The fscanf family of functions can do a lot more than read single characters, if you wish to spend the time concocting the correct format specification string. Whether you can use fscanf effectively and how depends on the way the data is structured:

- are fields separated by white-space (space, tab or newline)
- are fields fixed width
- are the alphabetic characters the same (e.g. indicating a field name)

If all you wish to do is read single characters then use fgetc.

fscanf (and its variations) is a very powerful function, but not always a safe function to use (e.g. when storing C-strings - if the input sequence is too long for the provided buffer then invalid memory is overwritten, or if the arguments provided to store input data do not match the required types as per the format specifications). Additionally it not always used as safely as possible because people tend not check of errors returned from scanf.

The signature of fscanf is as follows:

   int fscanf( FILE * stream, char const * format, ... );

The returned value from fscanf is the number of input items assigned to the provided arguments (or the value of the EOF macro if an error occurs before any conversion). You should always check that this value matches the number of arguments you passed to scanf after the format argument (i.e. third and subsequent arguments).

The format and ... arguments are where things get interesting.

In short the format string describes the sort of data expected and what to do with it. The simplest and commonest usage is to just specify data types expected for each field and then supply pointers to variables of those types for the remaining (variable) argument list (the ... ellipsis in the parameter list). In general each field is assumed to be separated by white-space. The most usual usages therefore are a set of these data field format specification like so:

   int n = 0;
   int field0;
   char field1[64];
   n = fscanf( inputFile, "%d%s", &field0, field1 );

   if ( n != 2 )
   {
   /* Oops! Something went wrong ... handle it here */
   }

We pass the address of the (start) of the memory in which to store the resultant data. In the case of an int value (and other scalar field types) this is a pointer to the variable (e.g. &field0). In the case of a character array (for character string data) it will be the character array (e.g. field1), as this is converted to a pointer to the first (zeroth) element.

The addresses of the memory to store each converted field are in the same order as they appear in the format specification string. In the example two fields are specified: a signed decimal integer field (the %d in the format string) and a white-space terminated sequence of characters i.e. a string of characters (the %s in the format string).

The example above when applied to the following:

   12345 abcdefgh

Will read and store:

12345 in field0 as an int
abcdefgh in field1, as a zero terminated character array string.

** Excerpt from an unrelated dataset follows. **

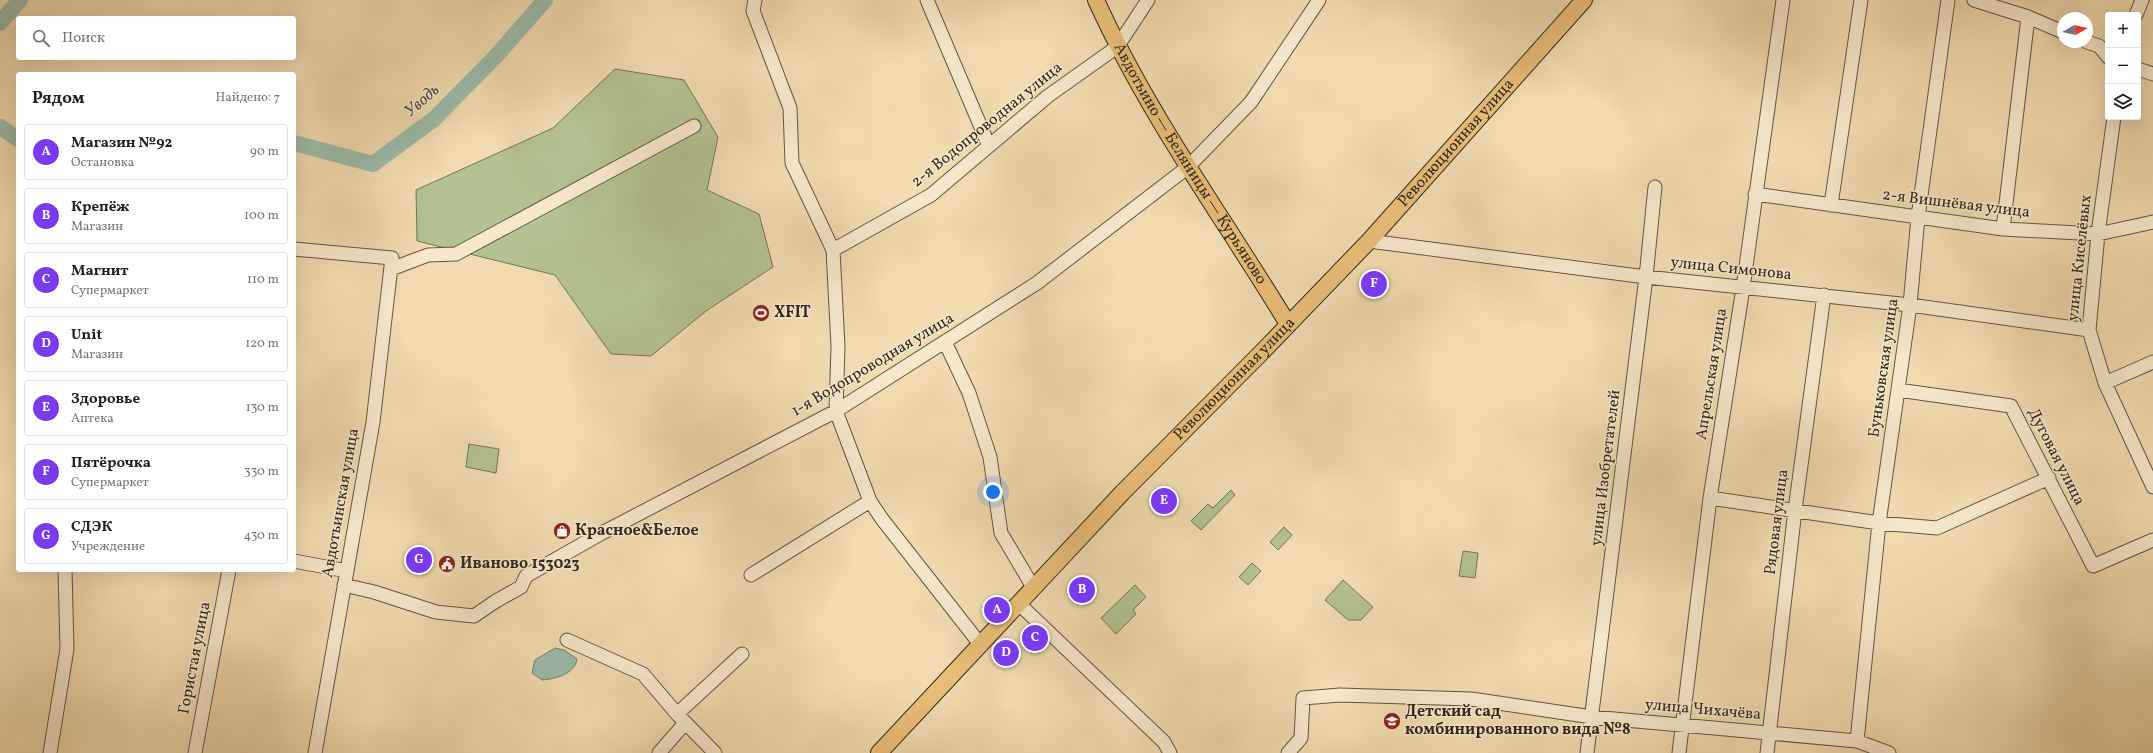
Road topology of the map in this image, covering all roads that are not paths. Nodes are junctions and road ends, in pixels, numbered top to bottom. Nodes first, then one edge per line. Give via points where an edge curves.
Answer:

Note that the maximum safe length for the character string field is 63 characters as we specified 64 as the size of the field1 character array, and one additional space is required for the terminating zero character. The program behaviour is undefined if a string field longer than 63 characters is read as fscanf will then start overwriting memory for field1 that does not belong to field1 (ouch!): you may get a crash, it may not effect anything, it may corrupt some other data item(s), it may go unnoticed for some time making tracking the cause of the problem difficult. To help get around this problem we can specify a field width thus:

   n = fscanf( inputFile, "%d%63s", &field0, field1 );

Now field1 will be read up to the first white space character (the usual field terminator) or when 63 characters have been read (or if the end of file is reached). Of course if there were more fields following field1, as would probably be the case for your requirement, then it is likely that the next field read and convert operation would fail as the rest of the (overly long) string field still had some un-read characters to read. For example if the next field were another integer field, then when integer forming characters were expected, remaining string characters were read. If this were the case then the returned value stored in n would not match the expected number of fields read and stored (now at least three, not two as in the original example), which we can check for and handle as an error condition.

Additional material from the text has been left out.